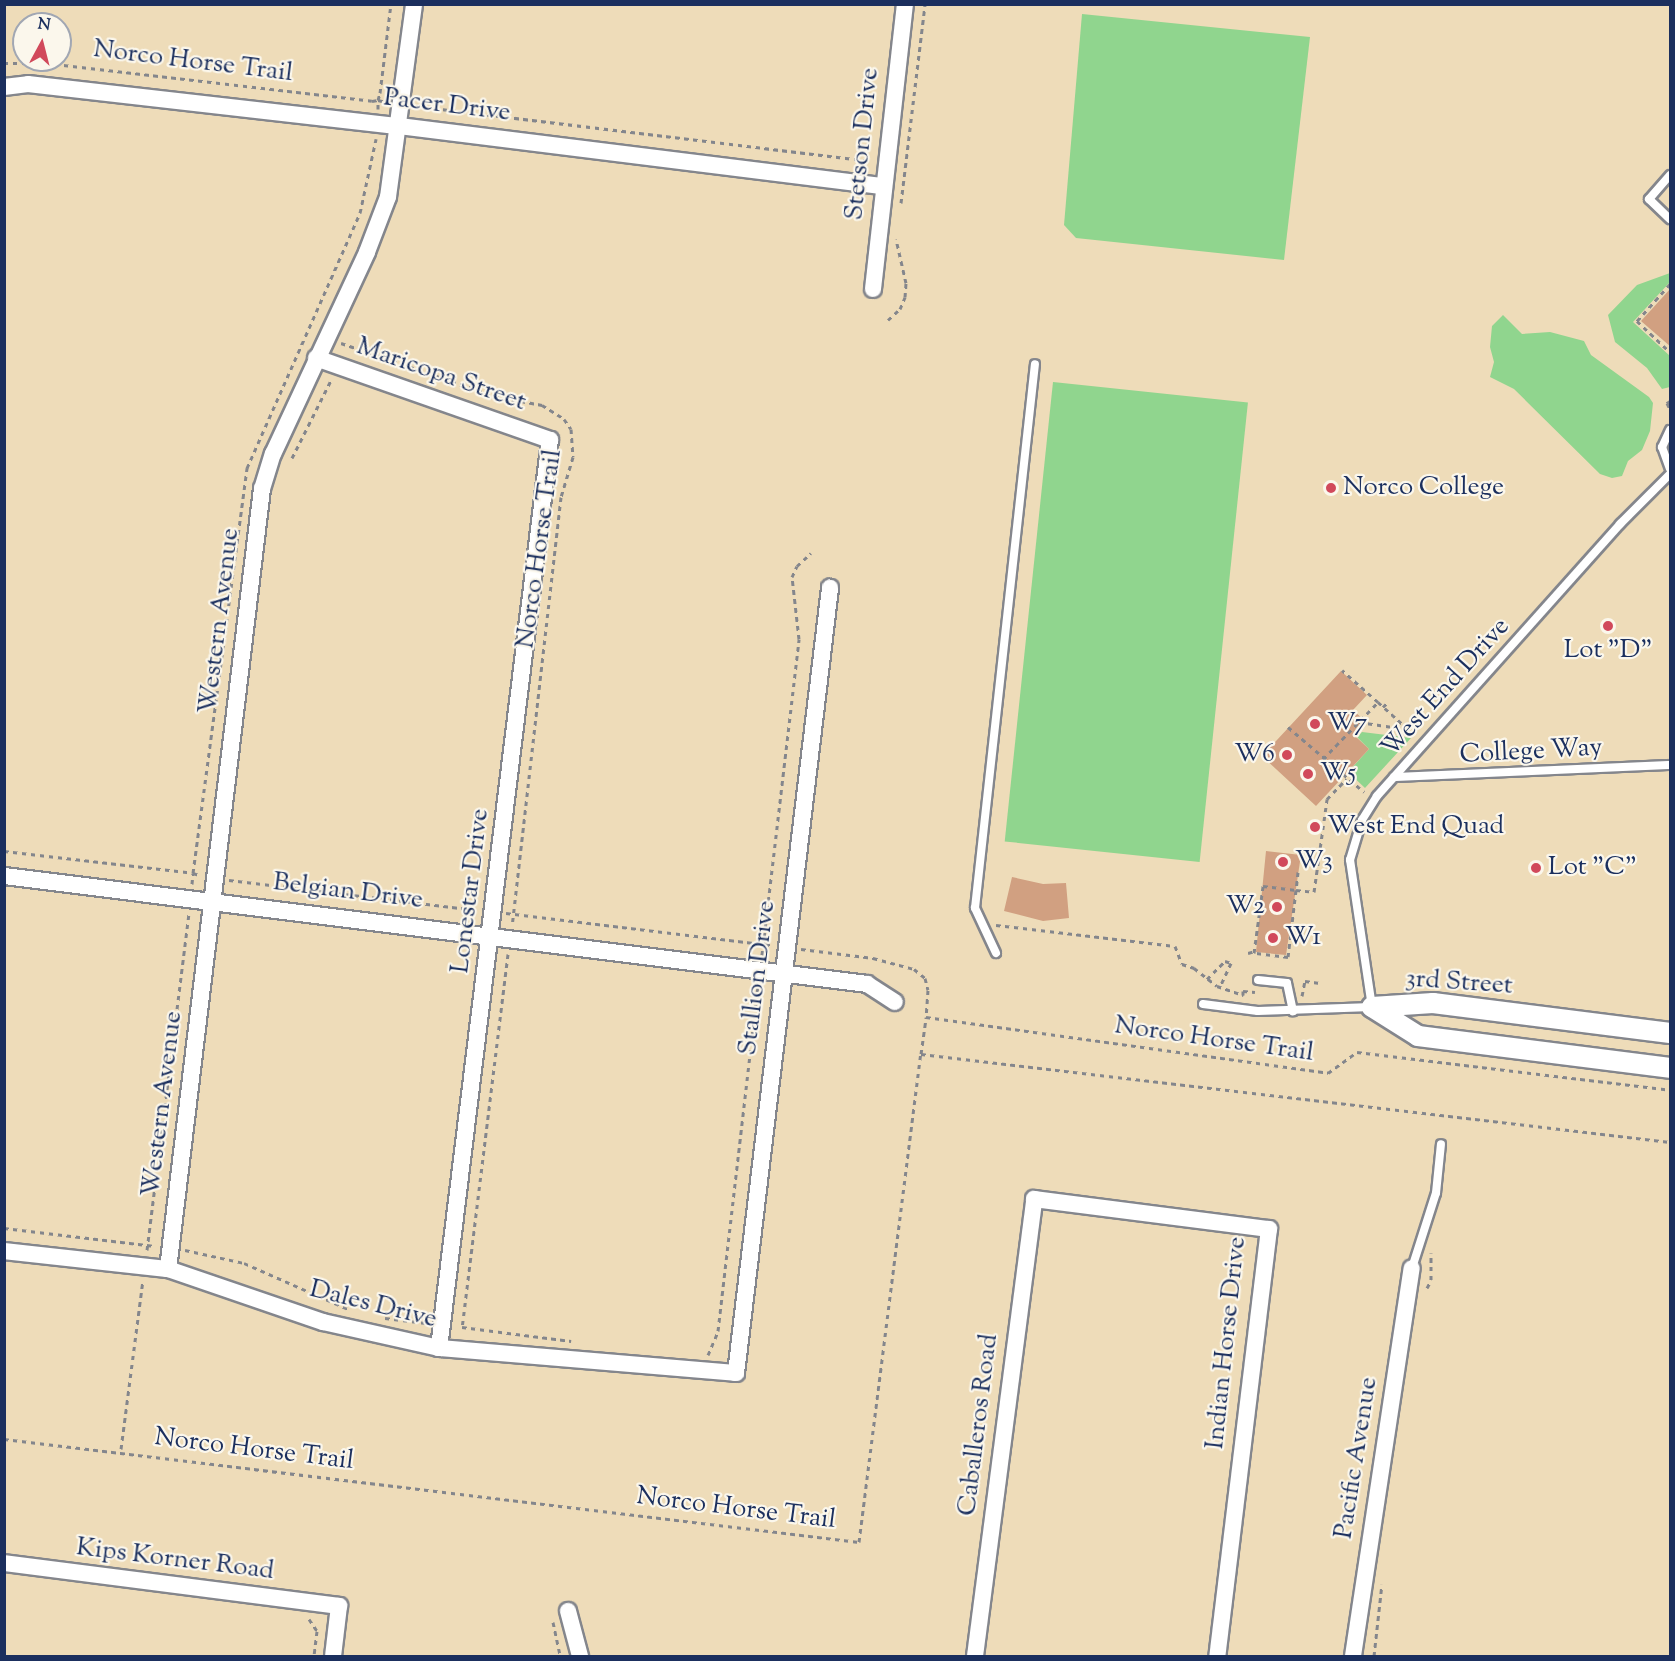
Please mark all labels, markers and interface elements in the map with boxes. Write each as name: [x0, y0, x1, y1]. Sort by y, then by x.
north arrow: [12, 12, 72, 72]
text: N: [36, 13, 52, 38]
street label: Norco Horse Trail: [92, 34, 294, 90]
street label: Stetson Drive: [839, 66, 887, 222]
street label: Pacer Drive: [382, 83, 512, 129]
street label: Maricopa Street: [352, 331, 530, 419]
street label: Norco Horse Trail: [511, 447, 569, 651]
place label: Norco College: [1343, 472, 1504, 504]
marker: Norco College: [1324, 481, 1338, 495]
street label: Western Avenue: [193, 526, 247, 716]
street label: West End Drive: [1375, 612, 1517, 764]
marker: Lot "D": [1601, 619, 1615, 633]
place label: Lot "D": [1564, 635, 1652, 667]
place label: W7: [1327, 708, 1367, 740]
marker: W7: [1308, 717, 1322, 731]
street label: College Way: [1459, 733, 1603, 771]
place label: W6: [1234, 739, 1275, 771]
marker: W6: [1280, 748, 1294, 762]
place label: W5: [1320, 758, 1356, 790]
marker: W5: [1301, 767, 1315, 781]
street label: Lonestar Drive: [445, 807, 497, 975]
place label: West End Quad: [1327, 811, 1504, 843]
marker: West End Quad: [1308, 820, 1322, 834]
place label: W3: [1295, 846, 1333, 878]
place label: Lot "C": [1548, 852, 1637, 884]
marker: W3: [1276, 855, 1290, 869]
marker: Lot "C": [1529, 861, 1543, 875]
street label: Belgian Drive: [271, 867, 425, 917]
place label: W2: [1226, 891, 1265, 923]
street label: Stallion Drive: [733, 899, 783, 1057]
marker: W2: [1270, 900, 1284, 914]
place label: W1: [1285, 922, 1321, 954]
marker: W1: [1266, 931, 1280, 945]
street label: 3rd Street: [1404, 964, 1514, 1002]
street label: Western Avenue: [136, 1009, 190, 1199]
street label: Norco Horse Trail: [1112, 1011, 1316, 1069]
street label: Indian Horse Drive: [1200, 1235, 1254, 1451]
street label: Dales Drive: [306, 1274, 440, 1336]
street label: Caballeros Road: [952, 1332, 1006, 1518]
street label: Pacific Avenue: [1329, 1375, 1385, 1541]
street label: Norco Horse Trail: [153, 1422, 355, 1478]
street label: Norco Horse Trail: [635, 1481, 837, 1537]
street label: Kips Korner Road: [74, 1532, 276, 1588]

-------

Could you print the data exactly as it appears and keep the pictures out?

### Exercise output
Please mark all labels, markers and interface elements in the map with boxes. Write each as name: [x0, y0, x1, y1]. Sort by y, then by x.
north arrow: [12, 12, 72, 72]
text: N: [36, 13, 52, 38]
street label: Norco Horse Trail: [92, 34, 294, 90]
street label: Stetson Drive: [839, 66, 887, 222]
street label: Pacer Drive: [382, 83, 512, 129]
street label: Maricopa Street: [352, 331, 530, 419]
street label: Norco Horse Trail: [511, 447, 569, 651]
place label: Norco College: [1343, 472, 1504, 504]
marker: Norco College: [1324, 481, 1338, 495]
street label: Western Avenue: [193, 526, 247, 716]
street label: West End Drive: [1375, 612, 1517, 764]
marker: Lot "D": [1601, 619, 1615, 633]
place label: Lot "D": [1564, 635, 1652, 667]
place label: W7: [1327, 708, 1367, 740]
marker: W7: [1308, 717, 1322, 731]
street label: College Way: [1459, 733, 1603, 771]
place label: W6: [1234, 739, 1275, 771]
marker: W6: [1280, 748, 1294, 762]
place label: W5: [1320, 758, 1356, 790]
marker: W5: [1301, 767, 1315, 781]
street label: Lonestar Drive: [445, 807, 497, 975]
place label: West End Quad: [1327, 811, 1504, 843]
marker: West End Quad: [1308, 820, 1322, 834]
place label: W3: [1295, 846, 1333, 878]
place label: Lot "C": [1548, 852, 1637, 884]
marker: W3: [1276, 855, 1290, 869]
marker: Lot "C": [1529, 861, 1543, 875]
street label: Belgian Drive: [271, 867, 425, 917]
place label: W2: [1226, 891, 1265, 923]
street label: Stallion Drive: [733, 899, 783, 1057]
marker: W2: [1270, 900, 1284, 914]
place label: W1: [1285, 922, 1321, 954]
marker: W1: [1266, 931, 1280, 945]
street label: 3rd Street: [1404, 964, 1514, 1002]
street label: Western Avenue: [136, 1009, 190, 1199]
street label: Norco Horse Trail: [1112, 1011, 1316, 1069]
street label: Indian Horse Drive: [1200, 1235, 1254, 1451]
street label: Dales Drive: [306, 1274, 440, 1336]
street label: Caballeros Road: [952, 1332, 1006, 1518]
street label: Pacific Avenue: [1329, 1375, 1385, 1541]
street label: Norco Horse Trail: [153, 1422, 355, 1478]
street label: Norco Horse Trail: [635, 1481, 837, 1537]
street label: Kips Korner Road: [74, 1532, 276, 1588]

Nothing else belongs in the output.